Multi-Layer Ranking with Large Language Models for News Source Recommendation
Wenjia Zhang, Lin Gui, Rob Procter, Yulan He
TL;DR
This paper tackles the problem of identifying credible information sources for news by analyzing quote-speaker patterns. It introduces NewsQuote, a dataset with 23,571 quote-speaker pairs, and presents an expert-retrieval pipeline that leverages both traditional candidate/document-based retrieval and a novel multi-layer LLM ranking with a filtering mechanism. Key contributions include the construction of NewsQuote, the implementation of probabilistic expert retrieval methods, and the development of a two-layer LLM-based ranking framework that improves predictive quality while mitigating popularity bias.
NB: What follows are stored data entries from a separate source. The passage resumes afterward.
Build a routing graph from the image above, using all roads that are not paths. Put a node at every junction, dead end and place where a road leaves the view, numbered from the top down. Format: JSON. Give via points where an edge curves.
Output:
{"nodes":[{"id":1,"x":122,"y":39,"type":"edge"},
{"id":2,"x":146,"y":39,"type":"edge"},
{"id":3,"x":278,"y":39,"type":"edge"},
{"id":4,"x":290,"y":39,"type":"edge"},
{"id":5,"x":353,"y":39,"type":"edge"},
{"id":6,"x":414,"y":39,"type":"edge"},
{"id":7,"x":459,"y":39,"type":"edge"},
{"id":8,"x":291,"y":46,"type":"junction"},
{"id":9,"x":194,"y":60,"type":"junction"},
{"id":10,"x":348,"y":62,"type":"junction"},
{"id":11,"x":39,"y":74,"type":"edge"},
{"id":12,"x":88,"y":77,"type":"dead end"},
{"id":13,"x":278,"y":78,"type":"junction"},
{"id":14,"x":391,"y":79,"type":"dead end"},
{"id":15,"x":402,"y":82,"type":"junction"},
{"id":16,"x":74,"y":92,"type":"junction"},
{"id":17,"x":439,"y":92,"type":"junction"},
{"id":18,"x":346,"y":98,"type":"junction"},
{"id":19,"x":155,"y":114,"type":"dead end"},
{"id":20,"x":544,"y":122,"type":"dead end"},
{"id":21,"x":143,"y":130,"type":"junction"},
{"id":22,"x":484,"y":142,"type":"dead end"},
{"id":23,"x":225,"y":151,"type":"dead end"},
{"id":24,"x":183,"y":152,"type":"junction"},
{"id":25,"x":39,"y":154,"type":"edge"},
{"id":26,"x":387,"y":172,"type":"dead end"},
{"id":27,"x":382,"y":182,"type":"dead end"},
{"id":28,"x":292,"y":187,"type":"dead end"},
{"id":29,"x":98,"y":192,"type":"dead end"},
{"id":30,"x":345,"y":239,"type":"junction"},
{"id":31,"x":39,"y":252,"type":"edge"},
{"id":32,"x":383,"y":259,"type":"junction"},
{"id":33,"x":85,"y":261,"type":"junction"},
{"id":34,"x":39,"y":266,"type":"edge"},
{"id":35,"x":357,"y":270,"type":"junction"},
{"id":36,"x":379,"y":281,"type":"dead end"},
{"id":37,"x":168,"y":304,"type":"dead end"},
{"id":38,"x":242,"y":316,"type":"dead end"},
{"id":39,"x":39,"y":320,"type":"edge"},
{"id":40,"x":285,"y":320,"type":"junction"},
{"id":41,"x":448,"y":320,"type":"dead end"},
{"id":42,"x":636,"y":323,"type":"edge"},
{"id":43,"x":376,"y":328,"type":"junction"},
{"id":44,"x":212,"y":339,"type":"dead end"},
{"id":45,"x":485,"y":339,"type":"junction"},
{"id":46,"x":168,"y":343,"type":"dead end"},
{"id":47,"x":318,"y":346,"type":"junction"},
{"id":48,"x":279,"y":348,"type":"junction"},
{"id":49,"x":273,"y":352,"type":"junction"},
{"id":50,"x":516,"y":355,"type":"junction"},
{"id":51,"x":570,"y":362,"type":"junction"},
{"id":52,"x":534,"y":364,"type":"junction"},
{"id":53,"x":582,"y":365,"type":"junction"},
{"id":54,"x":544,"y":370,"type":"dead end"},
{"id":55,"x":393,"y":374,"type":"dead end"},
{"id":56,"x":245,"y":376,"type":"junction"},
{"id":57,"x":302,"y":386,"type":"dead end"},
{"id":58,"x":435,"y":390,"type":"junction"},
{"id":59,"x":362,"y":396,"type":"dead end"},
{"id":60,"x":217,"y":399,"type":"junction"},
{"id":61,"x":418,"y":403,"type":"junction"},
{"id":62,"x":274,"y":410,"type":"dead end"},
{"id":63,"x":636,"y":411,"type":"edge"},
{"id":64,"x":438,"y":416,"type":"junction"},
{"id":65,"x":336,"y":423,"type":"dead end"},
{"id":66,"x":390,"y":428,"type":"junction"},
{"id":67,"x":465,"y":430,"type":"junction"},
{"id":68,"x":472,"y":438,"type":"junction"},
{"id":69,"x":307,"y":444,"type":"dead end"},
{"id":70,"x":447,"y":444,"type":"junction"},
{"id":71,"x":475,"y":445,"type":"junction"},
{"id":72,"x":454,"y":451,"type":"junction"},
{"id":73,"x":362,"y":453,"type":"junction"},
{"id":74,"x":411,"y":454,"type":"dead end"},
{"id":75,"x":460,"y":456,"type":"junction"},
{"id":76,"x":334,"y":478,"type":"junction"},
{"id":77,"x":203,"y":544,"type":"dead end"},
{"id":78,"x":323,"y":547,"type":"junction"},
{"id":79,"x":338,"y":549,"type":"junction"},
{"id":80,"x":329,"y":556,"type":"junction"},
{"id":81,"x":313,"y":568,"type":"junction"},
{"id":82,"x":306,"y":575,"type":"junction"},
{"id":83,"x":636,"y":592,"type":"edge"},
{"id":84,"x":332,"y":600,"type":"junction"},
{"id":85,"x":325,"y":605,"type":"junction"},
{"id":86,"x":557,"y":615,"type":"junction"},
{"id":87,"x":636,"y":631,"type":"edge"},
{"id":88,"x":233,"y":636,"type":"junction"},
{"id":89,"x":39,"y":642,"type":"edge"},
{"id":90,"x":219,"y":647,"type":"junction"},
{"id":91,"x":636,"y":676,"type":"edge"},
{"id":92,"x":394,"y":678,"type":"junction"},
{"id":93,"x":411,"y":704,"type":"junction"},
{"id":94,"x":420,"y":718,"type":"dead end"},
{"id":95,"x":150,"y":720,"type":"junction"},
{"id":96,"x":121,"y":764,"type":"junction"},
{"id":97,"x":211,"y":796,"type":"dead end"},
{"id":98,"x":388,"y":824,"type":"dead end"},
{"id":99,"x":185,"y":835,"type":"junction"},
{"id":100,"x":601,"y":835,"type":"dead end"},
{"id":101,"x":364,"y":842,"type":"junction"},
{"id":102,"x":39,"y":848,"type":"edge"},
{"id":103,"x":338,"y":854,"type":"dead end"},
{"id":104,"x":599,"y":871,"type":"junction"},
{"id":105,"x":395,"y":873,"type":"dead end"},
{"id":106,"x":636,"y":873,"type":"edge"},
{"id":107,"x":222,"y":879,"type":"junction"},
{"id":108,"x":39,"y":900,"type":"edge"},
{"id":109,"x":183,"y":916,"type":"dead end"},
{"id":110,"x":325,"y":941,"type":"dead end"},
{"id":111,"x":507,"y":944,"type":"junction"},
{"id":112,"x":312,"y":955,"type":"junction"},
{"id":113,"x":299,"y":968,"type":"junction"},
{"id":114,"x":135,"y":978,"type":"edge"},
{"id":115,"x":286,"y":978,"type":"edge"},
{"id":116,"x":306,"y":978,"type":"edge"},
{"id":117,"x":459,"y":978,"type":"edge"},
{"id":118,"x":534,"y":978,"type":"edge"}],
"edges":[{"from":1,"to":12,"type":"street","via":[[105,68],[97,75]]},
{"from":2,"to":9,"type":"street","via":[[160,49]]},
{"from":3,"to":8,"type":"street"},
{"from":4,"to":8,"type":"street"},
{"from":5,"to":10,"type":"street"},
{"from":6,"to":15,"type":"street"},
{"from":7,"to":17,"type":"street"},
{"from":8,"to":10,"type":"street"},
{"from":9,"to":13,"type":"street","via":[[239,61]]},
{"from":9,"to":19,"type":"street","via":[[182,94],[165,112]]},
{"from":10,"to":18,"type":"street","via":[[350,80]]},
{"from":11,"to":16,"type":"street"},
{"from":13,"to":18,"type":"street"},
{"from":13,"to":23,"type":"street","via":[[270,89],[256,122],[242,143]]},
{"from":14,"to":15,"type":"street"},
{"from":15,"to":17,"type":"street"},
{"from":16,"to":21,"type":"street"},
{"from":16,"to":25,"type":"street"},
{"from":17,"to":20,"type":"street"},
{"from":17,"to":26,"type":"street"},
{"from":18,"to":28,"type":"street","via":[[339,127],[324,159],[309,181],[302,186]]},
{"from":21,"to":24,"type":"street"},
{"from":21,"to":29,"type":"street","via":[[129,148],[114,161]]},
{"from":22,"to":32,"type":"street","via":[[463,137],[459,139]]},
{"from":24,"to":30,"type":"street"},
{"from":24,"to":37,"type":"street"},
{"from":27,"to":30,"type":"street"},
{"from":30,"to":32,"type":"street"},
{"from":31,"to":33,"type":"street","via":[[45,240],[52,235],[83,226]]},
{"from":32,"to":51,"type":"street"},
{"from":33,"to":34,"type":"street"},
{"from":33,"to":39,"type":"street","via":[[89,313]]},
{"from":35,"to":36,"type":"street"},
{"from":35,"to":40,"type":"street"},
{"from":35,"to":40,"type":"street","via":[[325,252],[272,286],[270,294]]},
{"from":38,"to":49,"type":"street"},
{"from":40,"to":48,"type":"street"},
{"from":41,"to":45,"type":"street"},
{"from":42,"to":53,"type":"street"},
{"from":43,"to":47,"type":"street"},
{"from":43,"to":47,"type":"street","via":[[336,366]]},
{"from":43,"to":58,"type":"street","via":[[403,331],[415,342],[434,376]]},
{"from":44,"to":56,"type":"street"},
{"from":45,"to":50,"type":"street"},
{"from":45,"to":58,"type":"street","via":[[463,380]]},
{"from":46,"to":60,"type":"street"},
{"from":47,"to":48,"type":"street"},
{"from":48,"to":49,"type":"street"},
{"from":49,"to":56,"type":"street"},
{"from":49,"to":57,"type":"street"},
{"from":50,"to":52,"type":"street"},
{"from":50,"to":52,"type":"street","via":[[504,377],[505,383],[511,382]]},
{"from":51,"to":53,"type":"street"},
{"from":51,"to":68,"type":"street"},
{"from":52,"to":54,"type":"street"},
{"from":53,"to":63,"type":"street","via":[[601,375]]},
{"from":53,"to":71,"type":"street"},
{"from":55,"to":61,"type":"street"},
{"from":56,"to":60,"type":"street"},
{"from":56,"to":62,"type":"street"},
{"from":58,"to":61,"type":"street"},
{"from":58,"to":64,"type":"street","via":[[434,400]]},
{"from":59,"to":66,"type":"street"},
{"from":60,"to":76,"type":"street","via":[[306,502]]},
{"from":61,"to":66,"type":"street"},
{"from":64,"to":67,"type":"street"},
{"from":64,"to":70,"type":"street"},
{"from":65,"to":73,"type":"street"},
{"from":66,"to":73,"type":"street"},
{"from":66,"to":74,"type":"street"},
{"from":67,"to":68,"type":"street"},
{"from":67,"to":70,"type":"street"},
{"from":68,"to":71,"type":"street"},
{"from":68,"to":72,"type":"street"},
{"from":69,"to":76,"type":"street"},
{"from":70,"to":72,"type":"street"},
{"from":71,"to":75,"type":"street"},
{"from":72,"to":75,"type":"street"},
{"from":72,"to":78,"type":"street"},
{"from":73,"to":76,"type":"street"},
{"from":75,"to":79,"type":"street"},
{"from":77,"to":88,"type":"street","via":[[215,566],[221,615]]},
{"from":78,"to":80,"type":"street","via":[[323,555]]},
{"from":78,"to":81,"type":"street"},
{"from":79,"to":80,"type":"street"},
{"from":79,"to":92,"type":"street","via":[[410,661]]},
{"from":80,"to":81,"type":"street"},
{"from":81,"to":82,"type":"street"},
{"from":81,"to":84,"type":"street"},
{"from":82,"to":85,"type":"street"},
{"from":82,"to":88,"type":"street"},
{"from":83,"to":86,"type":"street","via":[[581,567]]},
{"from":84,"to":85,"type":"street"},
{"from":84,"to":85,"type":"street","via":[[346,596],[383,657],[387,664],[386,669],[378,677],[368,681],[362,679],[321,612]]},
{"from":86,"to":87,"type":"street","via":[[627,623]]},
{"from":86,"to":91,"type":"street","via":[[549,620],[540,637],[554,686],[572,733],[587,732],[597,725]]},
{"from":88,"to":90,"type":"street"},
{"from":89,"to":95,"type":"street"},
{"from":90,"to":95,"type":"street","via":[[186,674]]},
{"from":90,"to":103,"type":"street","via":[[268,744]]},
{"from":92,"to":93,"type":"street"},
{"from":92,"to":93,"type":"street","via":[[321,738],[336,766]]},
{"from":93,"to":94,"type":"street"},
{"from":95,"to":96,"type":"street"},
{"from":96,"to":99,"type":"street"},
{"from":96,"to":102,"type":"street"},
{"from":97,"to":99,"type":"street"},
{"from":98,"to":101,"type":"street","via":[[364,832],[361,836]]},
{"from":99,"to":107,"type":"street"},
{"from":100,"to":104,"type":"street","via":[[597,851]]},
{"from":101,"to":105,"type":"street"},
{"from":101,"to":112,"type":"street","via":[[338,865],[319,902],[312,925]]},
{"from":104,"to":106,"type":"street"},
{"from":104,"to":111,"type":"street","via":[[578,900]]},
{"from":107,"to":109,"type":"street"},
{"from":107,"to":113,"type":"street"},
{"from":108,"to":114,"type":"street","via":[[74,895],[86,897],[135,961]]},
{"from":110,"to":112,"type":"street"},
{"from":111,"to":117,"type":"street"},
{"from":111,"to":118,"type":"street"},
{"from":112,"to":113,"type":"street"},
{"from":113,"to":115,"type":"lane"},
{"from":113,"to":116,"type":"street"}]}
The findings show that multi-layer LLM ranking enhances recall and ranking robustness, though it can trade off some precision; future work aims to broaden data sources and incorporate human evaluations for real-world deployment.
Abstract
To seek reliable information sources for news events, we introduce a novel task of expert recommendation, which aims to identify trustworthy sources based on their previously quoted statements. To achieve this, we built a novel dataset, called NewsQuote, consisting of 23,571 quote-speaker pairs sourced from a collection of news articles. We formulate the recommendation task as the retrieval of experts based on their likelihood of being associated with a given query. We also propose a multi-layer ranking framework employing Large Language Models to improve the recommendation performance. Our results show that employing an in-context learning based LLM ranker and a multi-layer ranking-based filter significantly improve both the predictive quality and behavioural quality of the recommender system.